A brief history of China’s reliance on foreign technology and expertise.

A Chinese scientist in a lab. (Photo by VCG/VCG/ Getty Images.)

Hello and happy Thursday!  

China’s emergence as a global economic and technological power has been decades in the making, and it has been highly dependent on industrial and technological espionage. I’ve been doing some reading on the nation’s history of tech development and theft, and it turns out that technological dependency and espionage have been a feature of Chinese society for a very, very long time. However, we need only to review the country’s modern history to gain an appreciation for how central these activities are to China’s economic, social, and political development. 

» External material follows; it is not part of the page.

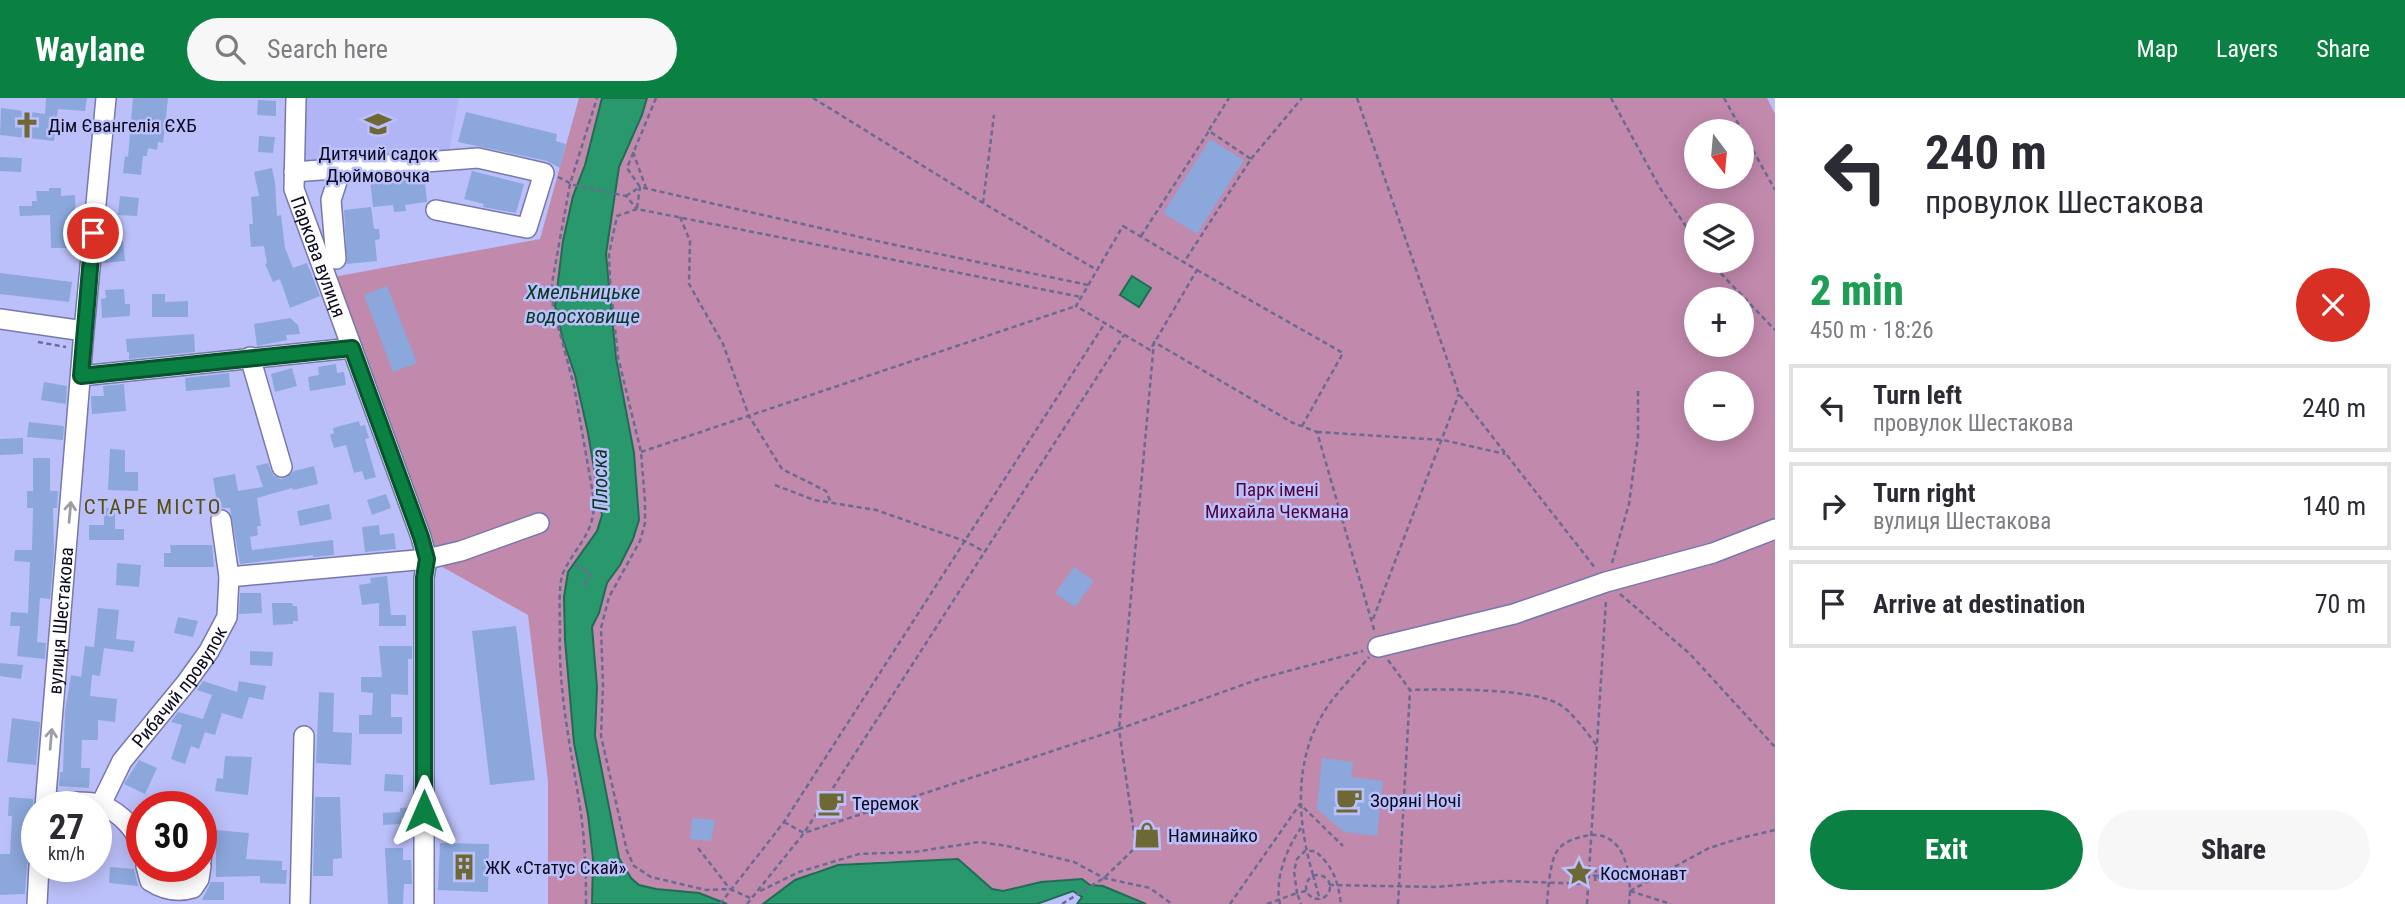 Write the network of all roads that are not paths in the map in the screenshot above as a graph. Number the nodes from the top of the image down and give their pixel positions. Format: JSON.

In the early 19th century, the nation suffered two major defeats at the hands of technologically superior foes—the West in the Opium Wars in 1842 and 1860 and Japan in 1895. Soon thereafter, Chinese leaders recognized that their very survival depended on their ability to modernize; but they understandably did not want to sacrifice their culture in these pursuits. As historian John Fairbank observes, China only wanted to “leap half-way into modernization,” and so the concept of ti-yòng was adopted in the reform era at the twilight of the Qing Dynasty. 

The term ti-yòng is made up of two morphemes: tī, which means “essence,” and yòng, which means “practical use.” The idea is that China should put foreign technology and expertise to “practical use” while keeping the “essence” of its own culture. This idea persists today in the nation’s pursuit of various programs “with Chinese characteristics.”  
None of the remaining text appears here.